If a person's Sechach fell on Yom Tov, he may ask a gentile to replace the Sechach to enable him to fulfill the Misva of Sukka. Ideally, he should ask a gentile to ask another gentile to replace the Sechach. If this is not feasible, then he may ask the gentile to replace the Sechach himself, but preferably he should not state the request explicitly.
If one did not, for whatever reason, construct a Sukka before Sukkot, he may build a Sukka during Hol Ha'mo'ed Sukkot. He may also hire a skilled Jewish workman to build the Sukka on his behalf, and he may even pay the workman for his services. Since building the Sukka constitutes a Misva, it is permissible to hire a Jew to perform this service on Hol Ha'mo'ed.
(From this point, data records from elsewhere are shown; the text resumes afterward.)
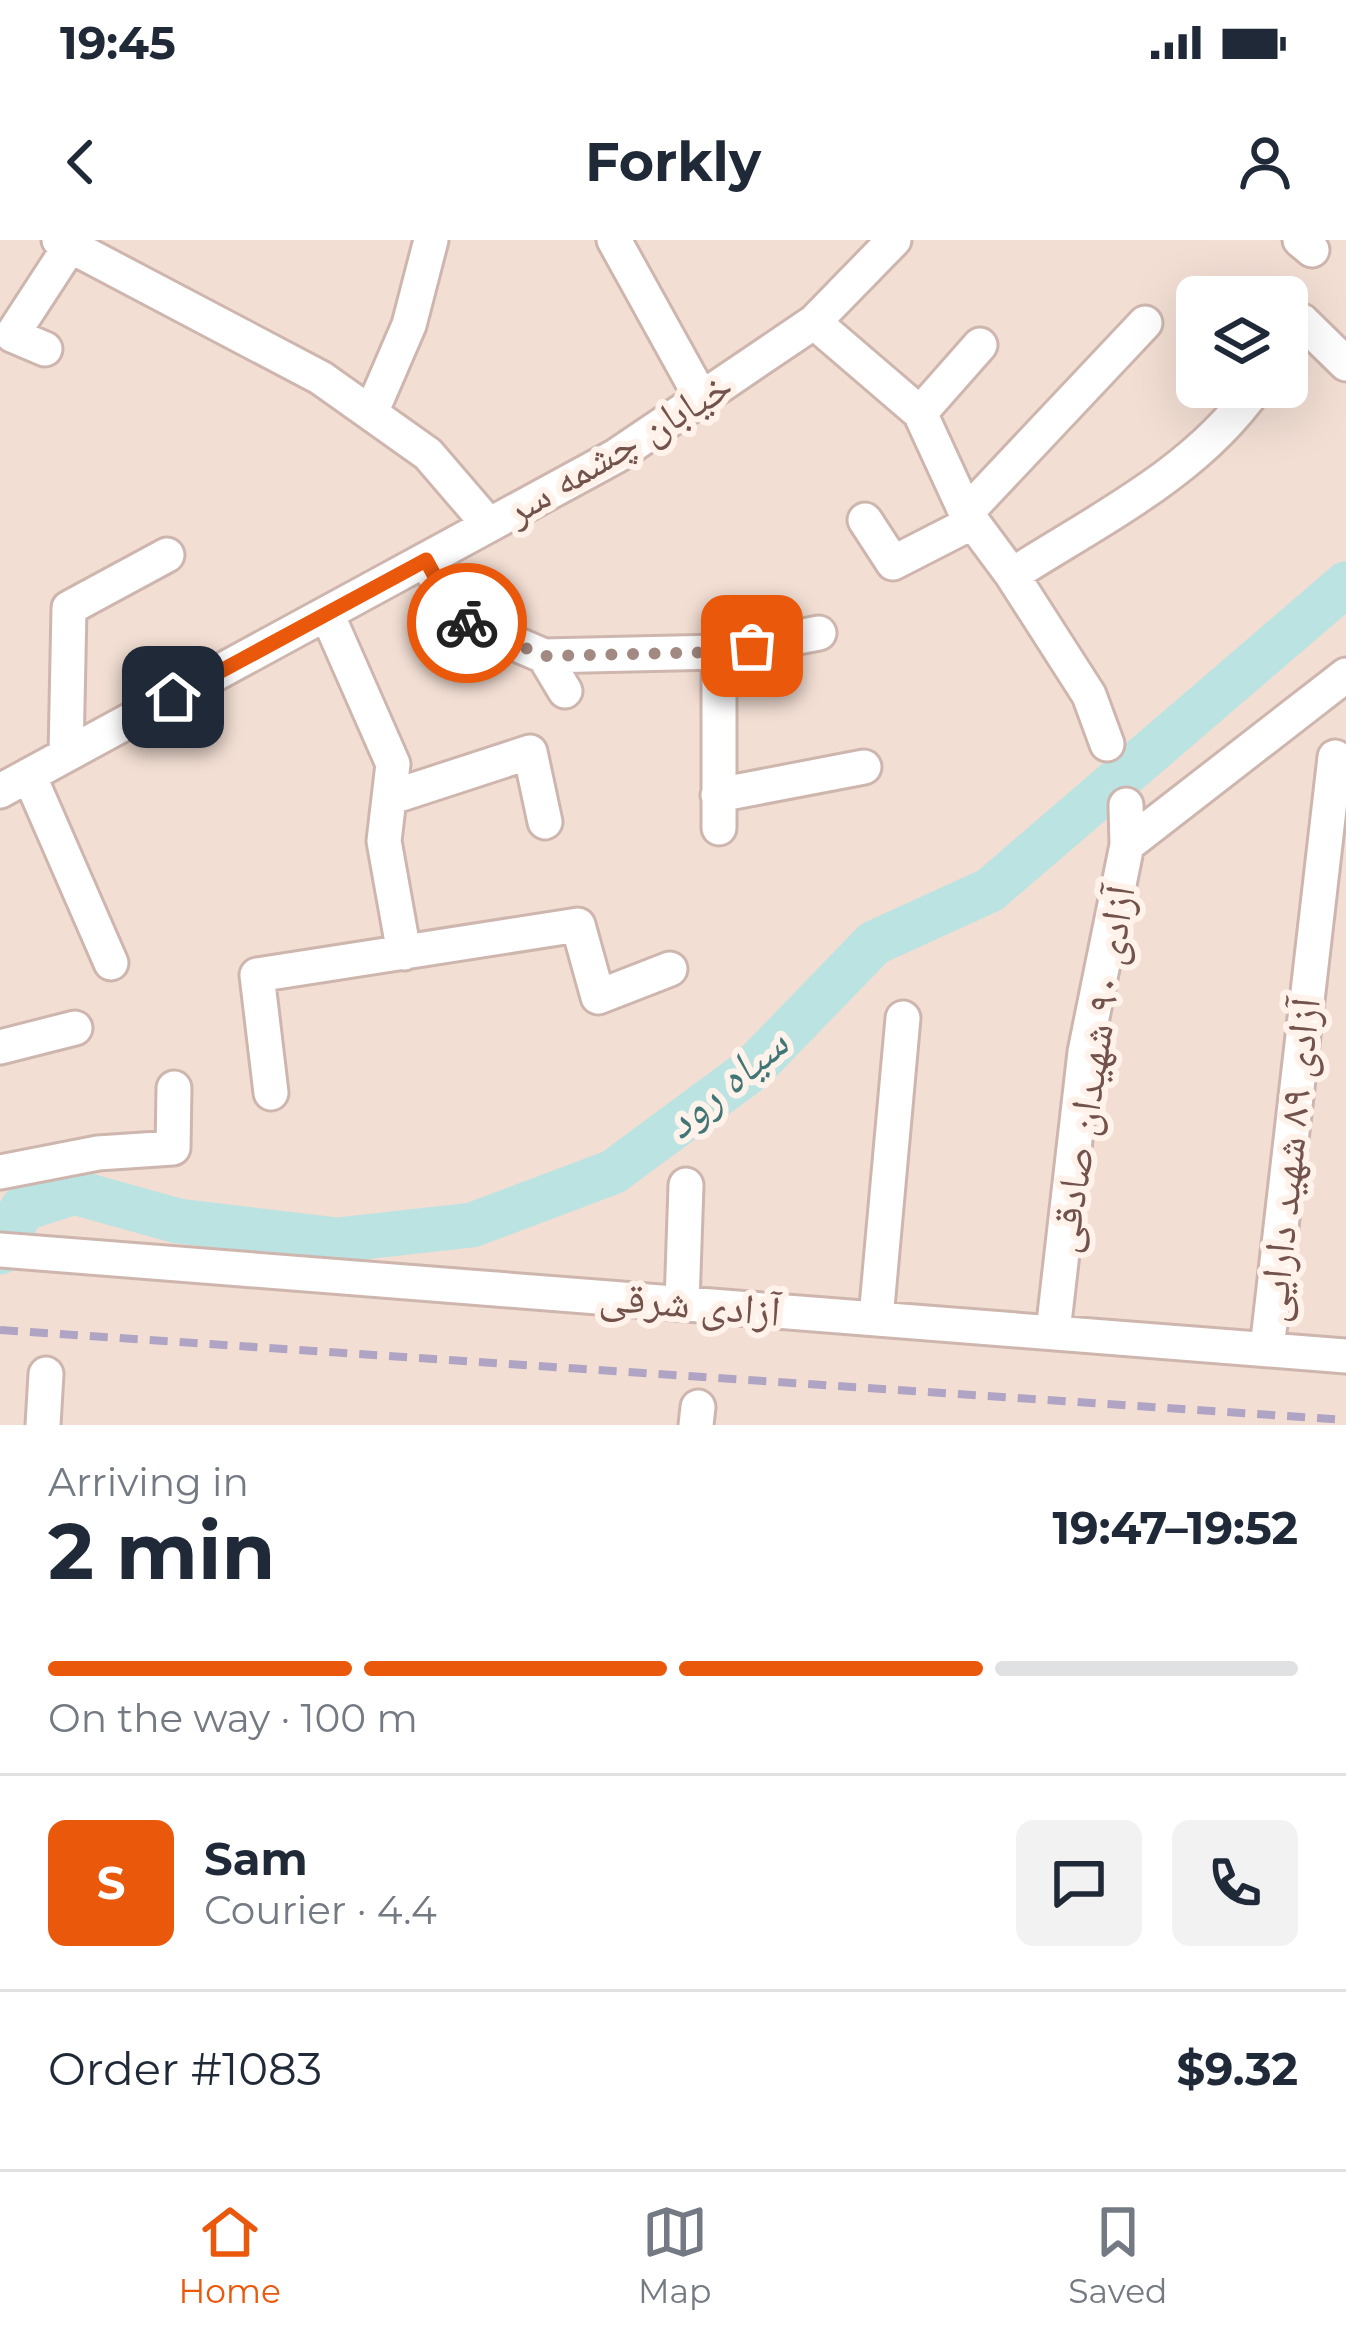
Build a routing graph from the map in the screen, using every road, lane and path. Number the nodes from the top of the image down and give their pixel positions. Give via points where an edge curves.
1 (431, 240) edge
2 (614, 240) edge
3 (894, 240) edge
4 (64, 243) edge
5 (814, 322) junction
6 (1145, 323) dead end
7 (1308, 327) edge
8 (980, 345) dead end
9 (45, 350) dead end
10 (1346, 364) edge
11 (703, 399) junction
12 (1242, 408) edge
13 (370, 413) junction
14 (920, 413) junction
15 (969, 518) junction
16 (865, 520) dead end
17 (489, 525) junction
18 (167, 555) dead end
19 (426, 560) junction
20 (1012, 575) junction
21 (327, 614) junction
22 (819, 633) dead end
23 (719, 652) junction
24 (544, 656) junction
25 (1346, 675) edge
26 (565, 691) dead end
27 (1107, 744) dead end
28 (66, 755) junction
29 (1335, 757) dead end
30 (864, 766) dead end
31 (15, 783) edge
32 (389, 798) junction
33 (1126, 806) dead end
34 (545, 822) dead end
35 (1127, 845) junction
36 (404, 953) junction
37 (111, 963) dead end
38 (670, 969) dead end
39 (903, 1018) dead end
40 (75, 1028) dead end
41 (0, 1047) edge
42 (174, 1088) dead end
43 (271, 1093) dead end
44 (0, 1172) edge
45 (686, 1185) dead end
46 (0, 1250) edge
47 (682, 1303) junction
48 (876, 1318) junction
49 (1053, 1332) junction
50 (1267, 1349) junction
51 (1346, 1356) edge
52 (46, 1374) dead end
53 (44, 1425) edge

1 - 13 street via 410,325
2 - 11 street
3 - 5 street, خیابان چشمه سر
4 - 9 street via 12,335
4 - 13 street via 321,378
5 - 11 street, خیابان چشمه سر
5 - 14 street
6 - 15 street
7 - 10 street
8 - 14 street
11 - 17 street, خیابان چشمه سر
12 - 20 street via 1184,465
13 - 17 street via 428,454
14 - 15 street
15 - 16 street via 893,563
15 - 20 street
17 - 19 street, خیابان چشمه سر
18 - 28 street via 70,608
19 - 21 street, خیابان چشمه سر
19 - 24 street via 458,619
20 - 27 street via 1089,695
21 - 28 street, خیابان چشمه سر
21 - 32 street via 393,764
22 - 23 street
23 - 24 street
23 - 30 street via 719,811
24 - 26 street
25 - 35 street
28 - 31 street, خیابان چشمه سر
29 - 50 street, آزادی ۸۹ شهید دارایی
31 - 37 street
32 - 34 street via 530,752
32 - 36 street via 384,841
33 - 35 street, آزادی ۹۰ شهیدان صادقی
35 - 49 street, آزادی ۹۰ شهیدان صادقی via 1084,1052
36 - 38 street via 578,925 598,997
36 - 43 street via 257,975
39 - 48 street
40 - 41 street
42 - 44 street via 173,1148
45 - 47 street
46 - 47 street, آزادی شرقی
47 - 48 street, آزادی شرقی
48 - 49 street, آزادی شرقی
49 - 50 street, آزادی شرقی
50 - 51 street, آزادی شرقی
52 - 53 street

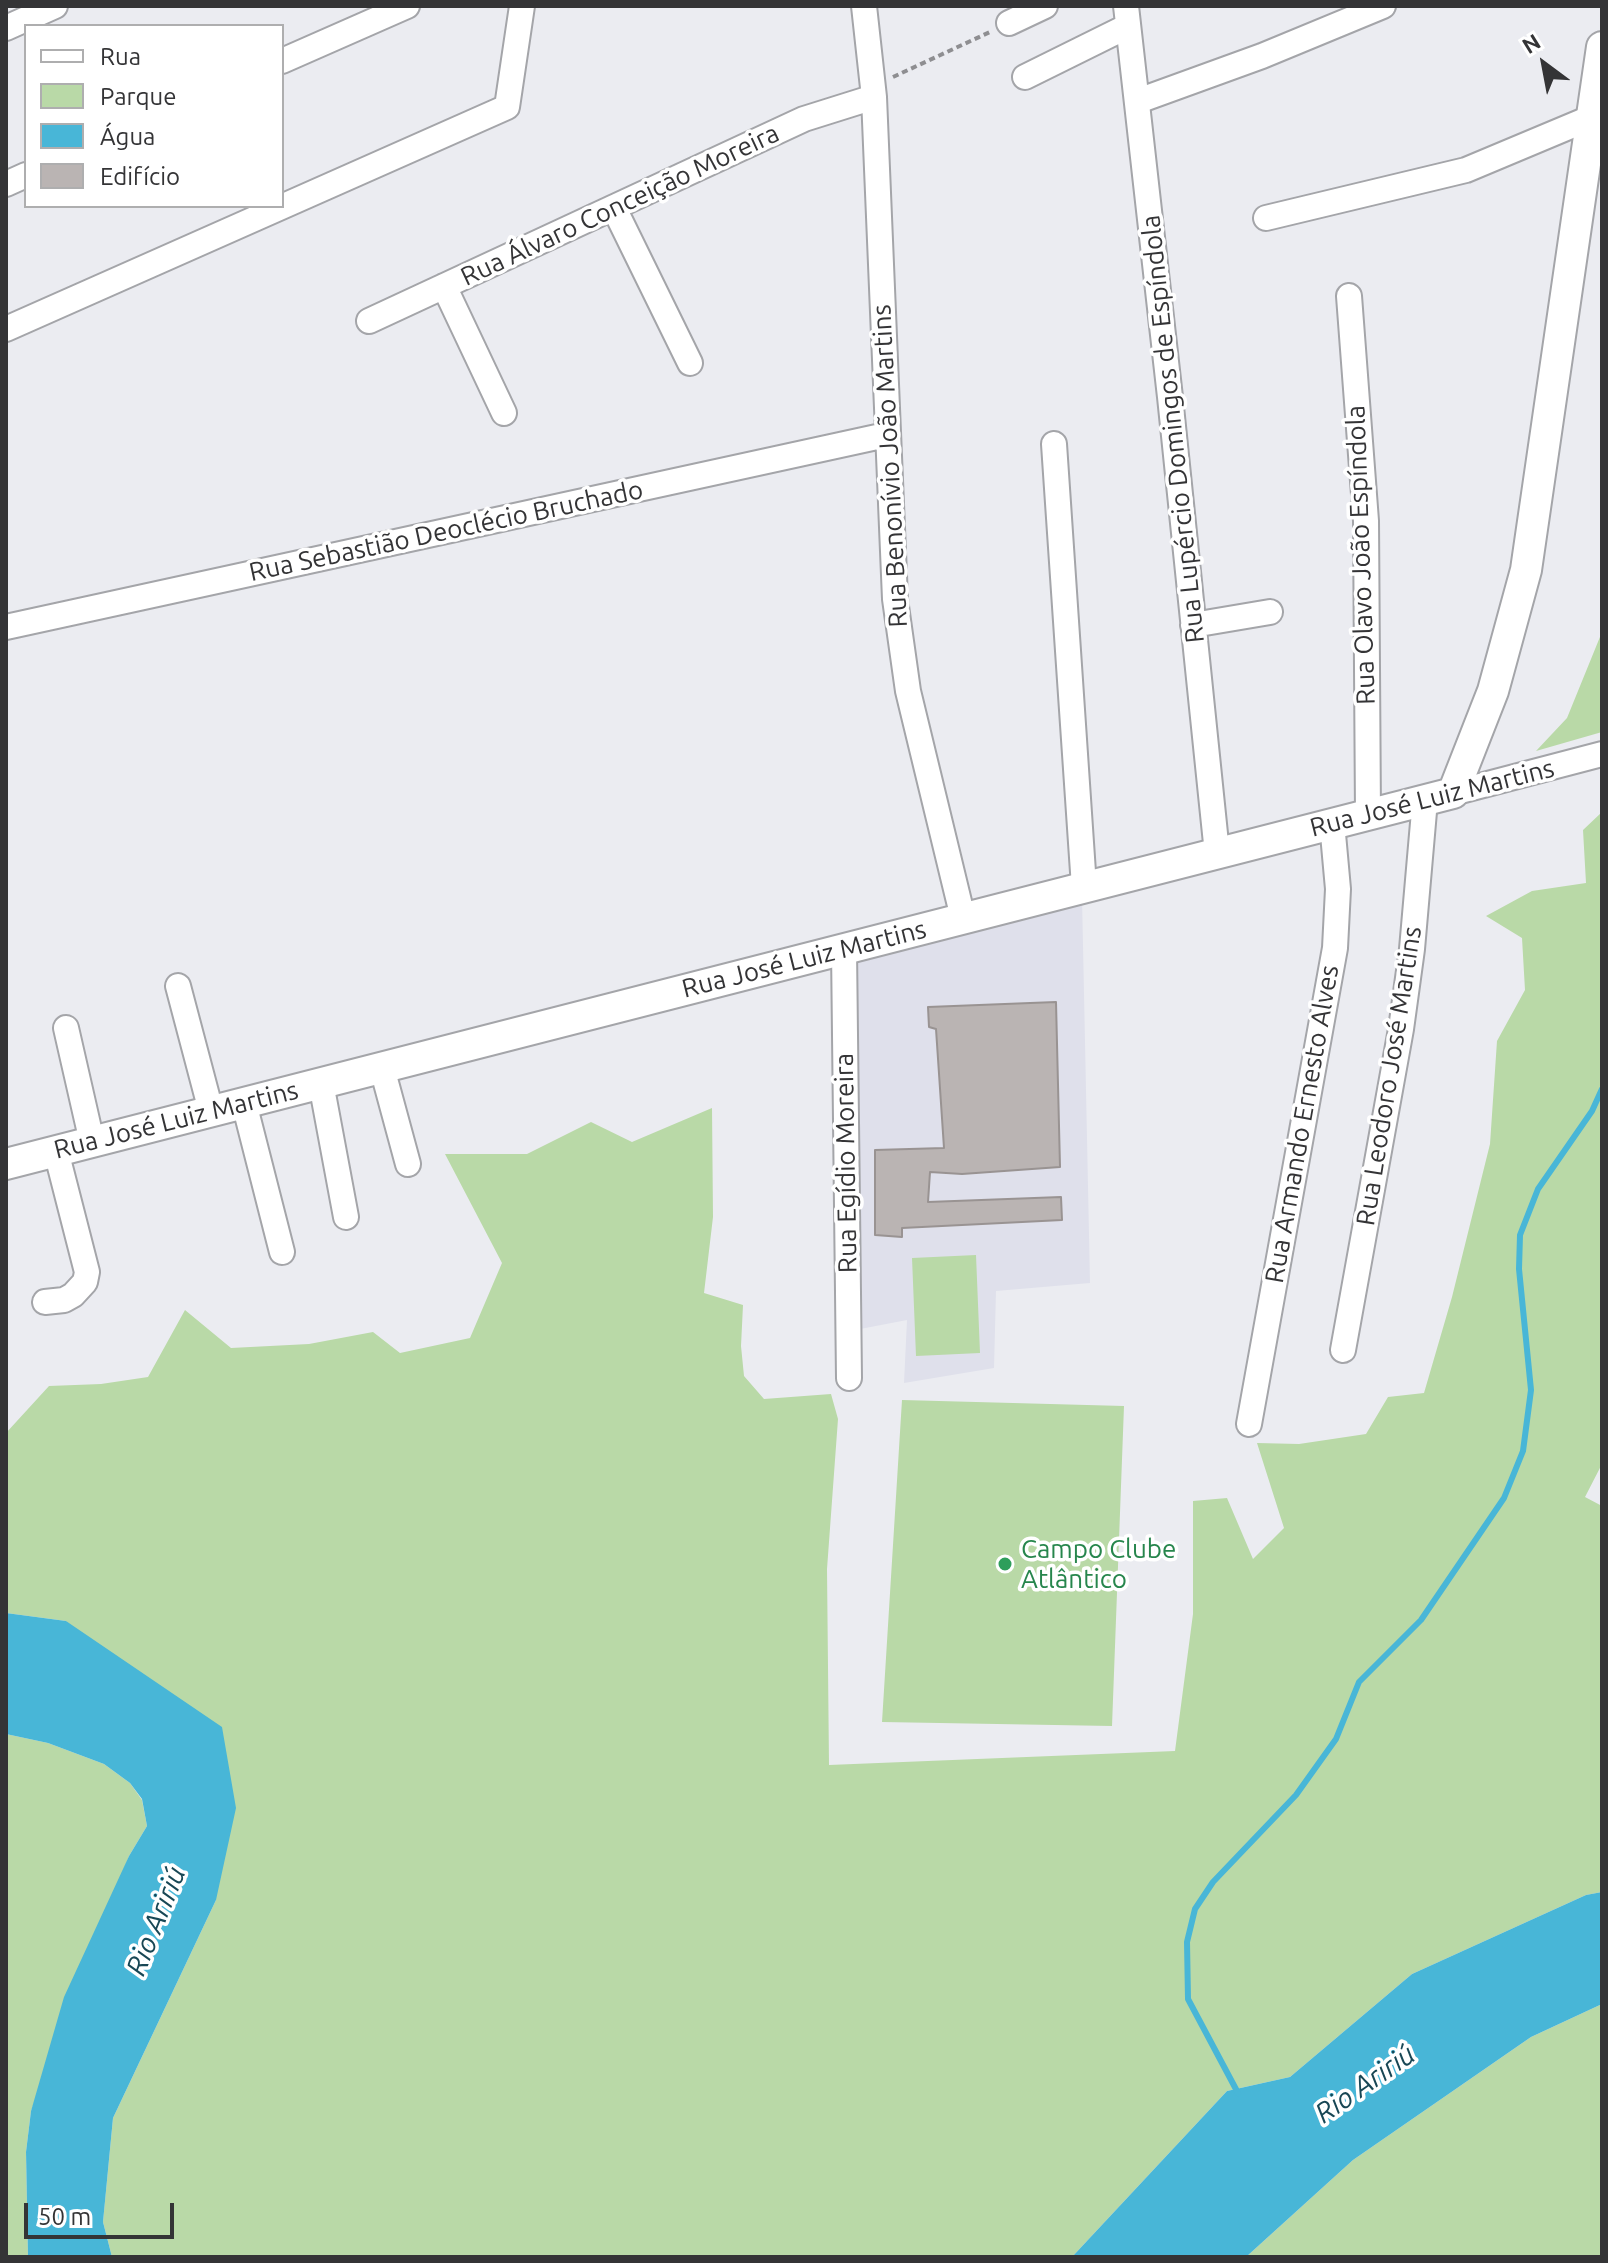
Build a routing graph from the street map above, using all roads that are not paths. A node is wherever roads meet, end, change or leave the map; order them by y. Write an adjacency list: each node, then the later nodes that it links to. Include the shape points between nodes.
1 (55, 6): 9 (street)
2 (407, 6): 11 (street)
3 (522, 6): 16 (street, via 507,107)
4 (864, 6): 13 (street, Rua Benonívio João Martins)
5 (1045, 6): 8 (street)
6 (1383, 6): 14 (street)
7 (1127, 16): 12 (street); 14 (street, Rua Lupércio Domingos de Espíndola)
8 (1009, 23)
9 (6, 28)
10 (1602, 47): 15 (main road)
11 (284, 60)
12 (1025, 77)
13 (873, 92): 18 (street, Rua Álvaro Conceição Moreira); 26 (street, Rua Benonívio João Martins)
14 (1138, 101): 29 (street, Rua Lupércio Domingos de Espíndola)
15 (1597, 116): 19 (street, via 1466,170); 32 (main road, via 1526,570 1493,691)
16 (284, 206)
17 (279, 208): 23 (street)
18 (614, 208): 20 (street, Rua Álvaro Conceição Moreira); 24 (street)
19 (1266, 218)
20 (444, 286): 22 (street, Rua Álvaro Conceição Moreira); 25 (street)
21 (1349, 296): 33 (street, Rua Olavo João Espíndola, via 1366,521)
22 (369, 321)
23 (6, 329)
24 (690, 363)
25 (504, 413)
26 (886, 435): 30 (street, Rua Sebastião Deoclécio Bruchado); 37 (street, Rua Benonívio João Martins, via 900,646)
27 (1054, 444): 36 (street)
28 (1270, 612): 29 (street)
29 (1193, 625): 35 (street, Rua Lupércio Domingos de Espíndola)
30 (6, 627)
31 (1602, 754): 32 (street, Rua José Luiz Martins)
32 (1439, 796): 33 (main road, Rua José Luiz Martins); 52 (street, Rua Leodoro José Martins)
33 (1368, 815): 34 (main road, Rua José Luiz Martins)
34 (1332, 823): 35 (main road, Rua José Luiz Martins); 54 (street, Rua Armando Ernesto Alves, via 1338,889 1335,948)
35 (1217, 853): 36 (main road, Rua José Luiz Martins)
36 (1084, 887): 37 (main road, Rua José Luiz Martins)
37 (963, 918): 38 (main road, Rua José Luiz Martins)
38 (844, 949): 41 (main road, Rua José Luiz Martins); 53 (street, Rua Egídio Moreira)
39 (178, 986): 44 (street)
40 (66, 1028): 45 (street)
41 (382, 1068): 42 (main road, Rua José Luiz Martins); 48 (street)
42 (321, 1083): 43 (main road, Rua José Luiz Martins); 49 (street)
43 (244, 1103): 44 (main road, Rua José Luiz Martins); 50 (street)
44 (211, 1111): 45 (main road, Rua José Luiz Martins)
45 (92, 1142): 46 (main road, Rua José Luiz Martins)
46 (56, 1151): 47 (main road, Rua José Luiz Martins); 51 (street, via 87,1272 73,1295)
47 (6, 1164)
48 (408, 1164)
49 (346, 1217)
50 (282, 1252)
51 (45, 1302)
52 (1343, 1350)
53 (849, 1378)
54 (1249, 1424)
Once the Sukka is erected and the person uses it for the first time, he recites the Beracha of "She'heheyanu." Even though he had already eaten in somebody else's Sukka on the first days of Sukkot, he nevertheless recites "She'heheyanu" over the experience of eating in a new Sukka.
(Taken from Hacham Ovadia Yosef's rulings in Hazon Ovadia – Sukkot, p. 54 and onward)
Summary: The Sechach should preferably not be supported by metal directly; if one builds a Sukka with a metal frame, he should lay wooden beams across the frame and place the Sechach upon the metal. Nevertheless, one may use a Sukka if the Sechach was placed directly on metal. If one's Sechach fell on Yom Tov, he may ask a gentile to replace it for him. If one did not build a Sukka before Sukkot, he may build one on Hol Ha'mo'ed or hire somebody – even a Jew – to build it on Hol Ha'mo'ed, and when using it for the first time he recites "She'heheyanu."